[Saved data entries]
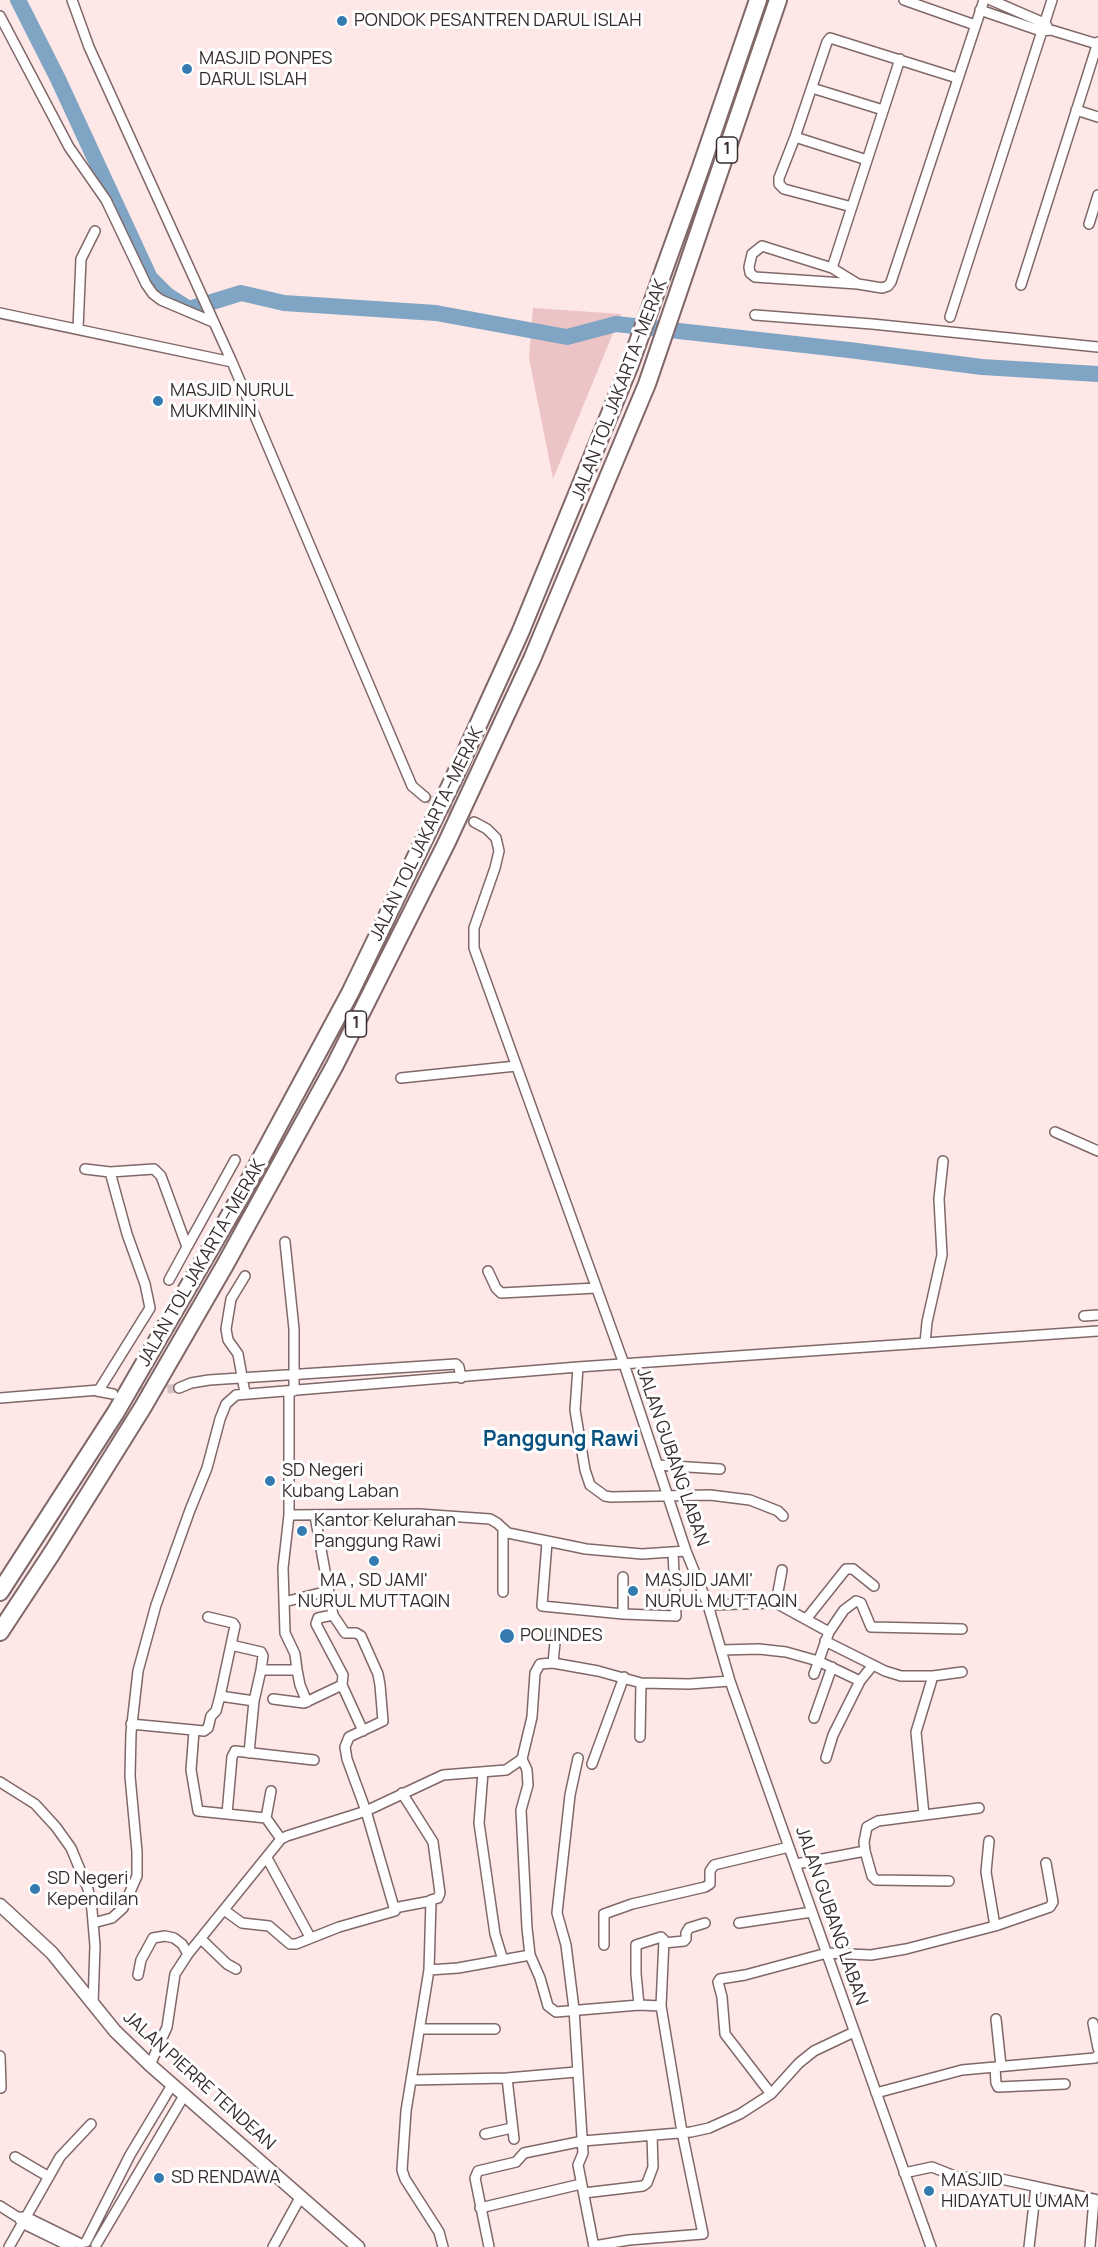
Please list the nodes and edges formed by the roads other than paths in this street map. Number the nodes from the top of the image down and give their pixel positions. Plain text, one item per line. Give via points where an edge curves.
1 (72, 0) edge
2 (758, 0) edge
3 (778, 0) edge
4 (904, 0) edge
5 (984, 0) edge
6 (991, 0) edge
7 (1052, 0) edge
8 (980, 10) junction
9 (0, 16) edge
10 (975, 25) junction
11 (1045, 28) junction
12 (1098, 43) edge
13 (900, 59) junction
14 (1095, 62) edge
15 (957, 78) junction
16 (812, 88) junction
17 (883, 110) junction
18 (1076, 110) junction
19 (1098, 117) edge
20 (795, 137) junction
21 (867, 160) junction
22 (1098, 195) edge
23 (852, 207) junction
24 (1089, 224) dead end
25 (96, 231) dead end
26 (832, 268) junction
27 (858, 284) junction
28 (1021, 285) dead end
29 (0, 313) edge
30 (755, 315) dead end
31 (950, 317) dead end
32 (212, 319) junction
33 (78, 329) junction
34 (1098, 347) edge
35 (232, 362) junction
36 (425, 798) tunnel mouth
37 (474, 822) tunnel mouth
38 (516, 1066) junction
39 (401, 1078) dead end
40 (1055, 1132) dead end
41 (1098, 1151) edge
42 (236, 1160) dead end
43 (943, 1161) dead end
44 (85, 1168) dead end
45 (110, 1172) junction
46 (285, 1242) dead end
47 (187, 1247) junction
48 (488, 1271) dead end
49 (245, 1276) dead end
50 (169, 1280) dead end
51 (596, 1288) junction
52 (1098, 1315) edge
53 (1084, 1316) dead end
54 (1098, 1331) edge
55 (925, 1343) junction
56 (624, 1364) junction
57 (578, 1367) junction
58 (461, 1378) junction
59 (293, 1383) junction
60 (245, 1384) junction
61 (179, 1388) tunnel mouth
62 (97, 1391) junction
63 (113, 1394) dead end
64 (0, 1398) edge
65 (657, 1465) junction
66 (720, 1469) dead end
67 (668, 1495) junction
68 (289, 1515) junction
69 (315, 1516) junction
70 (783, 1516) dead end
71 (506, 1532) junction
72 (547, 1542) junction
73 (686, 1551) junction
74 (673, 1552) junction
75 (782, 1570) dead end
76 (623, 1577) dead end
77 (874, 1586) dead end
78 (328, 1591) junction
79 (0, 1592) edge
80 (503, 1593) dead end
81 (284, 1602) junction
82 (776, 1603) junction
83 (708, 1605) junction
84 (623, 1614) junction
85 (333, 1615) junction
86 (208, 1617) dead end
87 (807, 1618) junction
88 (962, 1629) dead end
89 (0, 1632) edge
90 (556, 1632) dead end
91 (827, 1636) junction
92 (231, 1645) junction
93 (721, 1650) junction
94 (818, 1660) junction
95 (553, 1663) junction
96 (873, 1665) junction
97 (832, 1667) junction
98 (261, 1670) junction
99 (297, 1670) junction
100 (962, 1672) dead end
101 (814, 1674) dead end
102 (933, 1676) junction
103 (624, 1677) junction
104 (730, 1681) junction
105 (860, 1681) junction
106 (641, 1683) junction
107 (342, 1684) junction
108 (220, 1696) junction
109 (273, 1699) dead end
110 (254, 1701) junction
111 (307, 1702) junction
112 (814, 1718) dead end
113 (131, 1724) junction
114 (194, 1731) junction
115 (363, 1731) junction
116 (640, 1737) dead end
117 (249, 1753) junction
118 (578, 1758) dead end
119 (826, 1758) dead end
120 (314, 1760) dead end
121 (522, 1760) junction
122 (592, 1764) dead end
123 (483, 1772) junction
124 (0, 1782) edge
125 (271, 1791) dead end
126 (402, 1793) junction
127 (979, 1808) dead end
128 (366, 1811) junction
129 (227, 1814) junction
130 (924, 1815) junction
131 (266, 1818) junction
132 (281, 1839) junction
133 (989, 1841) dead end
134 (789, 1847) junction
135 (865, 1851) junction
136 (267, 1858) junction
137 (1046, 1863) dead end
138 (796, 1864) junction
139 (949, 1881) dead end
140 (431, 1901) junction
141 (0, 1905) edge
142 (394, 1908) junction
143 (224, 1910) junction
144 (812, 1912) junction
145 (93, 1923) junction
146 (705, 1923) dead end
147 (739, 1923) dead end
148 (995, 1926) junction
149 (310, 1937) junction
150 (201, 1939) junction
151 (664, 1943) junction
152 (604, 1945) dead end
153 (827, 1953) junction
154 (188, 1954) junction
155 (531, 1955) junction
156 (503, 1960) junction
157 (236, 1969) dead end
158 (429, 1970) junction
159 (138, 1976) dead end
160 (93, 2004) junction
161 (639, 2005) junction
162 (661, 2006) junction
163 (574, 2009) junction
164 (996, 2019) dead end
165 (1093, 2023) dead end
166 (420, 2029) junction
167 (495, 2029) dead end
168 (854, 2032) junction
169 (1098, 2048) edge
170 (1098, 2055) edge
171 (0, 2056) edge
172 (150, 2065) junction
173 (998, 2066) junction
174 (576, 2072) junction
175 (507, 2078) junction
176 (411, 2080) junction
177 (1065, 2084) dead end
178 (172, 2085) junction
179 (1, 2088) edge
180 (876, 2093) junction
181 (185, 2094) junction
182 (771, 2094) junction
183 (91, 2124) dead end
184 (512, 2128) junction
185 (682, 2132) junction
186 (485, 2134) dead end
187 (652, 2135) junction
188 (514, 2139) dead end
189 (582, 2141) junction
190 (137, 2143) junction
191 (152, 2151) junction
192 (15, 2157) dead end
193 (904, 2173) junction
194 (49, 2177) junction
195 (1036, 2187) junction
196 (583, 2189) junction
197 (301, 2196) junction
198 (1096, 2200) edge
199 (0, 2206) edge
200 (480, 2208) junction
201 (22, 2219) junction
202 (82, 2244) edge
203 (97, 2246) edge
204 (594, 2246) edge
205 (9, 2247) edge
206 (71, 2247) edge
207 (273, 2247) edge
208 (358, 2247) edge
209 (443, 2247) edge
210 (489, 2247) edge
211 (931, 2247) edge
212 (1029, 2247) edge
213 (1090, 2247) edge

1 - 32 street via 89,47
2 - 79 highway, JALAN TOL JAKARTA–MERAK / 1 via 629,367 515,644 453,780 350,993 239,1199 116,1412
3 - 89 highway, JALAN TOL JAKARTA–MERAK / 1 via 647,384 532,659 446,844 335,1065 225,1265 143,1407
4 - 10 street
5 - 8 street
6 - 11 street
7 - 11 street
8 - 10 street
8 - 11 street
9 - 32 street via 69,147 106,200 146,284 161,300
10 - 15 street
11 - 12 street
11 - 31 street
12 - 14 street
13 - 15 street
13 - 16 street via 830,38
13 - 17 street
14 - 18 street
15 - 27 street via 891,282 882,288
16 - 17 street
16 - 20 street
17 - 21 street
18 - 19 street
18 - 28 street
20 - 21 street
20 - 23 street via 779,184 784,189
21 - 23 street
22 - 24 street
23 - 26 street
25 - 33 street via 81,259
26 - 27 street
26 - 27 street via 762,246 752,254 749,267 755,277
29 - 33 street
30 - 34 street
32 - 35 street
33 - 35 street
35 - 36 street via 412,786
37 - 38 street, JALAN GUBANG LABAN via 496,838 499,850 474,928 474,948
38 - 39 street
38 - 51 street, JALAN GUBANG LABAN
40 - 41 street
42 - 47 street
43 - 55 street via 939,1199 942,1255
44 - 45 street
45 - 47 street via 156,1170
45 - 62 street via 151,1305
46 - 59 street via 294,1329
47 - 50 street
48 - 51 street via 501,1293
49 - 60 street via 231,1299 225,1329 238,1354
51 - 56 street, JALAN GUBANG LABAN
52 - 53 street
54 - 55 street
55 - 56 street
56 - 57 street
56 - 65 street, JALAN GUBANG LABAN
57 - 58 street
57 - 67 street via 574,1410 590,1485 611,1497
58 - 59 street
58 - 59 street via 456,1364
59 - 60 street
59 - 60 street
59 - 68 street
60 - 61 street via 198,1382
60 - 113 street via 226,1404 207,1468 156,1605 138,1671
62 - 63 street
62 - 64 street
65 - 66 street
65 - 67 street, JALAN GUBANG LABAN
67 - 70 street via 750,1500
67 - 73 street, JALAN GUBANG LABAN
68 - 69 street
68 - 81 street
69 - 71 street via 419,1514 490,1519
69 - 78 street
71 - 72 street
71 - 80 street
72 - 74 street via 612,1552
72 - 84 street via 542,1606
73 - 74 street
73 - 83 street, JALAN GUBANG LABAN
74 - 84 street via 675,1617
75 - 82 street
76 - 84 street
77 - 87 street via 853,1569 846,1569
78 - 81 street
78 - 85 street
81 - 99 street via 285,1633 295,1654
82 - 83 street
82 - 87 street
83 - 93 street, JALAN GUBANG LABAN
85 - 107 street via 318,1618 316,1624 343,1675
85 - 115 street via 345,1633 360,1636 378,1674 384,1720
86 - 92 street via 235,1624
87 - 91 street
88 - 91 street via 871,1627 861,1603 856,1601 844,1610
90 - 95 street
91 - 94 street
91 - 96 street
92 - 98 street via 261,1652
92 - 108 street
93 - 94 street via 769,1649
93 - 104 street, JALAN GUBANG LABAN
94 - 97 street
94 - 101 street
95 - 103 street
95 - 121 street via 537,1667 532,1717
96 - 102 street via 901,1676
96 - 105 street
97 - 105 street
97 - 112 street
98 - 99 street
98 - 110 street
99 - 111 street
100 - 102 street
102 - 130 street via 916,1732
103 - 106 street
103 - 122 street
104 - 106 street
104 - 134 street, JALAN GUBANG LABAN
105 - 119 street
106 - 116 street
107 - 111 street
107 - 115 street
108 - 110 street
108 - 114 street via 207,1730
109 - 111 street
110 - 117 street
113 - 114 street
113 - 145 street via 130,1776 137,1876 123,1908 111,1918
114 - 129 street via 191,1770 197,1809
115 - 128 street via 349,1737 345,1747
117 - 120 street
117 - 129 street via 233,1753
118 - 163 street via 557,1913 566,1945
121 - 123 street via 506,1770
121 - 155 street via 528,1778 520,1810
123 - 126 street via 443,1775
123 - 156 street via 479,1823 495,1934
124 - 145 street via 34,1804 71,1848 88,1889
125 - 131 street
126 - 128 street
126 - 140 street via 434,1846 440,1893
127 - 130 street
128 - 132 street
128 - 142 street
129 - 131 street
130 - 135 street via 871,1824 865,1834
131 - 132 street
132 - 136 street
133 - 148 street via 986,1872
134 - 138 street, JALAN GUBANG LABAN
134 - 152 street via 714,1865 710,1884 705,1887 604,1914
135 - 138 street
135 - 139 street via 876,1880
136 - 143 street
136 - 149 street
137 - 148 street via 1053,1905
138 - 144 street, JALAN GUBANG LABAN
140 - 142 street
140 - 158 street
141 - 160 street, JALAN PIERRE TENDEAN via 52,1953
142 - 149 street via 391,1913
143 - 149 street via 242,1923 270,1926 290,1944
143 - 150 street
144 - 147 street
144 - 153 street, JALAN GUBANG LABAN
145 - 160 street
146 - 151 street via 689,1928 684,1941
148 - 153 street via 882,1954
150 - 154 street
150 - 157 street
151 - 161 street via 661,1937 636,1944
151 - 162 street
153 - 168 street, JALAN GUBANG LABAN
153 - 182 street via 718,1980 726,2034
154 - 159 street via 174,1938 153,1938 141,1960
154 - 172 street via 172,1980 167,2027
155 - 156 street
155 - 163 street via 548,2006 556,2012
156 - 158 street
158 - 166 street
160 - 172 street, JALAN PIERRE TENDEAN
161 - 162 street
161 - 163 street
162 - 185 street
163 - 174 street
164 - 173 street
165 - 169 street
166 - 167 street
166 - 176 street
168 - 180 street, JALAN GUBANG LABAN
168 - 182 street via 813,2051
170 - 173 street
171 - 179 street
172 - 178 street, JALAN PIERRE TENDEAN
173 - 177 street via 998,2087
173 - 180 street via 952,2072
174 - 175 street
174 - 189 street
175 - 176 street
175 - 184 street
176 - 209 street via 402,2170 436,2226
178 - 181 street, JALAN PIERRE TENDEAN
178 - 190 street
180 - 193 street, JALAN GUBANG LABAN
181 - 191 street
181 - 197 street, JALAN PIERRE TENDEAN
182 - 185 street via 719,2123
183 - 194 street via 60,2157
184 - 186 street
184 - 188 street
185 - 187 street
185 - 204 street via 703,2234
187 - 189 street
187 - 196 street via 653,2168 647,2183
189 - 196 street via 583,2155 578,2165
189 - 200 street via 524,2153 516,2163 478,2171 475,2178
190 - 191 street
190 - 202 street
191 - 203 street
192 - 194 street
193 - 195 street via 932,2167 957,2178 1001,2179
193 - 211 street, JALAN GUBANG LABAN
194 - 201 street
195 - 198 street
195 - 212 street
196 - 200 street
196 - 204 street
197 - 207 street
197 - 208 street, JALAN PIERRE TENDEAN
198 - 213 street
199 - 201 street
200 - 210 street
201 - 202 street
201 - 205 street
201 - 206 street
202 - 203 street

What the exercise asks: From the records above, pull every line that carries the word "PIERRE".

Written solution:
141 - 160 street, JALAN PIERRE TENDEAN via 52,1953
160 - 172 street, JALAN PIERRE TENDEAN
172 - 178 street, JALAN PIERRE TENDEAN
178 - 181 street, JALAN PIERRE TENDEAN
181 - 197 street, JALAN PIERRE TENDEAN
197 - 208 street, JALAN PIERRE TENDEAN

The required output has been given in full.